Путешественники вышли на выступ скалы над водой. Ирэна зачарованно смотрела на ласково плещущиеся волны. Огромные просторы, которые открывались взору благодаря необычайной прозрачности, поражали воображение. Вширь и вглубь расстилались подводные луга, колыхались цветочные поля и дремучие дебри подводных лесов. В этих необъятных просторах численность хвостатых людей казалась неизмеримо малой…

Сен – Жермен с тревогой и тоской смотрел на Ирэну. Он видел, что она уже не с ним… А их уже заметили: и из воды вокруг скалы то тут, то там стали выныривать любопытные представители местного населения. Сначала они просто задорно и удивлённо выглядывали из воды, а потом стали взбираться на торчащие скалы и, не скрываясь, дружелюбно рассматривать пришельцев.

Красивые и благородные их лица с тонкими чертами, выражали, не смотря на явное добродушие, различные оттенки человеческих чувств. У кого-то это было любопытство, у кого-то – восхищение, глаза других смотрели насмешливо и слегка задиристо. Но никто из них не стремился приблизиться, не выказывал попытки познакомиться. Многие из них, оглядев вскользь незнакомцев, почти равнодушно отворачивались и сползали в воду с тем, чтобы, вильнув хвостом, исчезнуть в водных глубинах.

Не было назойливой радости аборигенов и диких выходок дикарей. Подводные люди оказались на редкость интеллигентыми и воспитанными, и вскоре скалы вокруг совсем опустели.
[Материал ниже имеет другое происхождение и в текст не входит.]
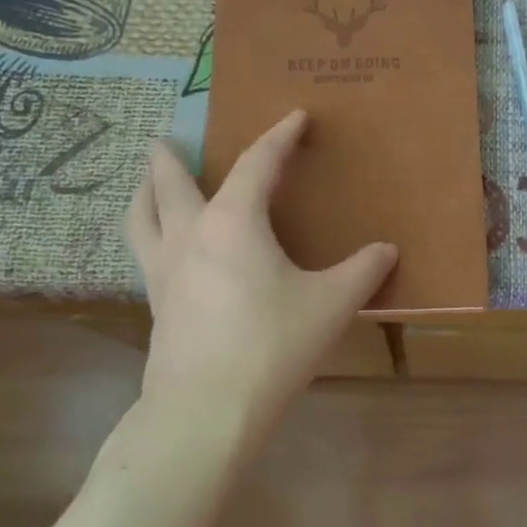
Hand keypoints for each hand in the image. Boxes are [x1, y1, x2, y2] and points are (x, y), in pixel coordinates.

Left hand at [125, 110, 396, 440]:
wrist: (206, 410)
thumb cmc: (272, 345)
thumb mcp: (331, 305)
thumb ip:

Все люди – рыбы уплыли по своим делам, кроме одного смуглого юноши, который не хотел или не мог «уйти». Лицо его отражало внутреннюю борьбу, происходившую в его душе. Он с робким восторгом смотрел на Ирэну, которая встала на скале во весь рост.

Она хотела скорее погрузиться в эти родные спокойные воды, она хотела уплыть далеко – далеко и насладиться свободой и одиночеством в необъятных просторах. Сбросив мешающие одежды, она ступала всё ниже и ниже по склону. Яркие блики на поверхности воды слепили глаза. Было радостно и немного горько. Что за странная горечь примешалась к этой радости? Она на мгновение нахмурилась. Ах, да! Сен – Жермен. Ей будет не хватать его здесь. Ну что ж, ведь он мечтает о своей испанке, так пусть летит обратно на Землю, искать её. К чёрту!

Ирэна в ярости зачерпнула горсть воды и, обернувшись, брызнула неожиданно в лицо ничего не подозревавшего графа:
- Улетай скорее – сказала она ему. – У тебя есть дела поважнее, чем возиться здесь, со мной. А мне, возможно, поможет на первых порах, вот этот юноша, который прилип к склону напротив и не сводит с меня глаз.

Ирэна отвернулась и, соскользнув в воду, поплыла. И вновь яркие блики горячего солнца заслепили глаза, засветили в сердце. Вот так же ослепительны были языки пламени… Горел костёр… Она вспомнила…
Ирэна обернулась: Сен – Жермен стоял, протянув к ней руки, и в глазах его сияли слёзы…, или солнечные блики? Или яркие отсветы пламени?!